E claro em Portugal, vejo muito talento no Claúdio Pacheco e um conceito muito interessante a surgir com o Ricardo Vila Nova. Depois há nomes incontornáveis como o Vasco Freitas que tem a capacidade contínua de nos surpreender e impressionar.

 

O Lado B de Tiago Carvalho

Casado e pai de 3 filhos

A maior conquista: A minha família

Lema de Vida: Keep Walking

Maior motivação no dia a dia: Qualquer pequena vitoria.

País ou cidade de eleição (ou viagem inesquecível): Rio de Janeiro

Locais de visita obrigatória em Portugal: Lisboa

Prato preferido: Bacalhau Assado no Forno

Clube de Futebol: Sporting

Livro /Filme/Série que o tenha impactado: Recentemente, Ted Lasso (série)

Apps e Rede Social preferidas: Spotify

Como gosta de passar o tempo fora do ambiente de trabalho: Com amigos, na Praia, perto do Mar. E com Sol!

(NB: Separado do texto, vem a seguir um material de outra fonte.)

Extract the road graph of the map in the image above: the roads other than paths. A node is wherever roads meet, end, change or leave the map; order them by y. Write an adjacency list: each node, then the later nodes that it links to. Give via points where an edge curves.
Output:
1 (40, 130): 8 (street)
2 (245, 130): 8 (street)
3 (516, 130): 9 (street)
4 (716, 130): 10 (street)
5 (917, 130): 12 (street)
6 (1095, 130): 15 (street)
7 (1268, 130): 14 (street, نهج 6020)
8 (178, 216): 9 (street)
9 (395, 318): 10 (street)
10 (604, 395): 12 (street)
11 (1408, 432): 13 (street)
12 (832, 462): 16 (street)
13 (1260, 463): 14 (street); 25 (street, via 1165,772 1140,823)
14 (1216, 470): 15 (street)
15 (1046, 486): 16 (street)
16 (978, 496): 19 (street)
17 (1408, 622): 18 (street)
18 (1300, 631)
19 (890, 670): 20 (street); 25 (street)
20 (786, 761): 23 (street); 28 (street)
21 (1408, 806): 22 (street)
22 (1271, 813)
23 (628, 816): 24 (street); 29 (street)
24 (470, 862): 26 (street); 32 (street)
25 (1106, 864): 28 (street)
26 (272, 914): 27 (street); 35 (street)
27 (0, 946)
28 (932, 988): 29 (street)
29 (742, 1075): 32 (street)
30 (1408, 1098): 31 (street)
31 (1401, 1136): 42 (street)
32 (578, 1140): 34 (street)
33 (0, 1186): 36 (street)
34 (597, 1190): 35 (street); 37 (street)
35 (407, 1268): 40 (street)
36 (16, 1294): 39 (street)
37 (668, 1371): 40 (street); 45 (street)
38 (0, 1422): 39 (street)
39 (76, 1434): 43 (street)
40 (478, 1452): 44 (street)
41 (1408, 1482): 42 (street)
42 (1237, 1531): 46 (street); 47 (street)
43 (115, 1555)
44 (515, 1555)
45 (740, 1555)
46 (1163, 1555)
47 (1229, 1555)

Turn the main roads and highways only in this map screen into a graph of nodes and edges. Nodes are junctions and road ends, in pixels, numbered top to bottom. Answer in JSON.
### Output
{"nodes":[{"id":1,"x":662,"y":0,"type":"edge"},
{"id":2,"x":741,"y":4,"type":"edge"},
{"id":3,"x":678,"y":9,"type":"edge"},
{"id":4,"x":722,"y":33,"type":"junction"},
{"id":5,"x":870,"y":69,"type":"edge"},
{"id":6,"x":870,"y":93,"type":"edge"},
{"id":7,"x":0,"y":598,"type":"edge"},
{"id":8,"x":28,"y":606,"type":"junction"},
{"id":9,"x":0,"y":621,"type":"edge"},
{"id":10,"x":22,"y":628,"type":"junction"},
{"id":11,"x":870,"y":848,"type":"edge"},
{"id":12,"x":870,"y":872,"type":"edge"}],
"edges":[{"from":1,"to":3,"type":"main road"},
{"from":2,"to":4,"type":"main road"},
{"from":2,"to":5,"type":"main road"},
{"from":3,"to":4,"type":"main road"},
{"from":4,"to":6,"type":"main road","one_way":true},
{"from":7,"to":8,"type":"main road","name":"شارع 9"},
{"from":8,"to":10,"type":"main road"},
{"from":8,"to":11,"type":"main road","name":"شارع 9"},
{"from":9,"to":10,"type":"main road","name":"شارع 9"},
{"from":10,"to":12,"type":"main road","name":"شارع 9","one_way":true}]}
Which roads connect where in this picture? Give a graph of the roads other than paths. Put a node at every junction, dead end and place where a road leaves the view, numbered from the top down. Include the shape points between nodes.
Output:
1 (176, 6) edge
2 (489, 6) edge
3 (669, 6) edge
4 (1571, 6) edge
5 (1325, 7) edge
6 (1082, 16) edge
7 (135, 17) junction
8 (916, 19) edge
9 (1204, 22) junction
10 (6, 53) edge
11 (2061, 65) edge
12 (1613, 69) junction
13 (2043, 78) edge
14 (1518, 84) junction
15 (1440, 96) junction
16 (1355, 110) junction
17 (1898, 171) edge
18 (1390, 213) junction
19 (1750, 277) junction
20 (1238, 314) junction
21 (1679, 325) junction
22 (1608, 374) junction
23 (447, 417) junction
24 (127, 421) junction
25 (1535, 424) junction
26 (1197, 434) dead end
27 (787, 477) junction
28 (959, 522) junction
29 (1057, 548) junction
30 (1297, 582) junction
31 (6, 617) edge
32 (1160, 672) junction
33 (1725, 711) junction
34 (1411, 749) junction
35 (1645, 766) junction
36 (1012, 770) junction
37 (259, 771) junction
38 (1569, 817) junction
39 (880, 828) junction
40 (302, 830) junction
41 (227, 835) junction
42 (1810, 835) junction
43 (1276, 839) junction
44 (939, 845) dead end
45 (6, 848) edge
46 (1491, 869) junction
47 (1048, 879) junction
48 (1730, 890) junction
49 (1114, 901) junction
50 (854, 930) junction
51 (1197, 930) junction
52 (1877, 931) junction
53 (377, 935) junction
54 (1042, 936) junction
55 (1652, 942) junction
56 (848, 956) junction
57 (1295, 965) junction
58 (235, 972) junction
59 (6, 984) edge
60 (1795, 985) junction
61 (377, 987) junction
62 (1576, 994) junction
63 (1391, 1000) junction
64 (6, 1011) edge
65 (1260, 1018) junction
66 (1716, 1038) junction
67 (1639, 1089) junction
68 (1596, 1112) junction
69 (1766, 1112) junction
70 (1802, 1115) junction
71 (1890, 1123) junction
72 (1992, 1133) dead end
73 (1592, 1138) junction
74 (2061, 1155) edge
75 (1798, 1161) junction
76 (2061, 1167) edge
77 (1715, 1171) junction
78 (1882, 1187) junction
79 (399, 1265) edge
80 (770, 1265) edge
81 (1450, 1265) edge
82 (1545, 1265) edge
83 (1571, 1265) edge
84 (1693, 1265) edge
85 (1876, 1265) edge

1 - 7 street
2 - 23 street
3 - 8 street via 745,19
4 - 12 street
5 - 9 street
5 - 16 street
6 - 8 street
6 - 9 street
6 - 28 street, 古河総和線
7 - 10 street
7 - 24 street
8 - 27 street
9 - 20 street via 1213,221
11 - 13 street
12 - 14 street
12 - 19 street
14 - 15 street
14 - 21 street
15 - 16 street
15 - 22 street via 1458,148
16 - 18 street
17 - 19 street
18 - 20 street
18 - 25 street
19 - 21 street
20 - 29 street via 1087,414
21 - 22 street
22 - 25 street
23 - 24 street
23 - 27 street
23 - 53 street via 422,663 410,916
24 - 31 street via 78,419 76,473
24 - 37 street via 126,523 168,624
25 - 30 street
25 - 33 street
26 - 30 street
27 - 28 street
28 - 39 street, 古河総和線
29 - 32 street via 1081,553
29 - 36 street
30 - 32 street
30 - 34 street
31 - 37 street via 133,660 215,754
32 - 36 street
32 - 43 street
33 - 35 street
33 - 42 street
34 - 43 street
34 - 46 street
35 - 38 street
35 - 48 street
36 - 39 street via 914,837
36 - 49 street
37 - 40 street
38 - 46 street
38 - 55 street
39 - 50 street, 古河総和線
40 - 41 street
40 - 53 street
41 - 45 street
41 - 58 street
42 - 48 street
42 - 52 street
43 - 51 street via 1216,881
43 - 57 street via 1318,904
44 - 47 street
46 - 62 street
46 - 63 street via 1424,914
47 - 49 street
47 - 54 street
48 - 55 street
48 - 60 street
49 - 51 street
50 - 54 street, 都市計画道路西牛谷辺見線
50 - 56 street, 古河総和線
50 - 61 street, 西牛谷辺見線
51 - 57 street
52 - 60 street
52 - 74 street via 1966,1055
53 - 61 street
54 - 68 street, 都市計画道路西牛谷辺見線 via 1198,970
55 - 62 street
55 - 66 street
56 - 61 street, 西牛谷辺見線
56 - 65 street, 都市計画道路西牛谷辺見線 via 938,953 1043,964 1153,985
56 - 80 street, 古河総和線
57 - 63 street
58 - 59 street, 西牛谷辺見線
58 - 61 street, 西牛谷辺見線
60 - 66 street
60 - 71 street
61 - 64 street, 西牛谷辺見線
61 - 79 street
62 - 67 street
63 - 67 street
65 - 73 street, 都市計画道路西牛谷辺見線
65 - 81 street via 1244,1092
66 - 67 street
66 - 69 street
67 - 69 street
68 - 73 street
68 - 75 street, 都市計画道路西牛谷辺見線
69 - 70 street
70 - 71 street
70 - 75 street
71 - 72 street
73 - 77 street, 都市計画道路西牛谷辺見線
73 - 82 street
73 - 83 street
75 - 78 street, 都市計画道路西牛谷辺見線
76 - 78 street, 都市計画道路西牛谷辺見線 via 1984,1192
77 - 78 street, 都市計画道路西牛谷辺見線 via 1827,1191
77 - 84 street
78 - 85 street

Hábito ou rotina que o  ajuda a manter o equilíbrio entre vida pessoal e profissional: umas boas partidas de ténis.

Hobbies: Ténis e Música

 

Sobre o mercado editorial

É consumidor de revistas do sector? Quais? Escolha fácil: Tom sobre Tom.

O que mais valoriza numa revista? A consistência editorial. O rigor e os detalhes.

Continua a ler na versão print, ou só consome leitura digital? Muito mais no digital actualmente, mas reconheço que o print ainda é uma experiência superior.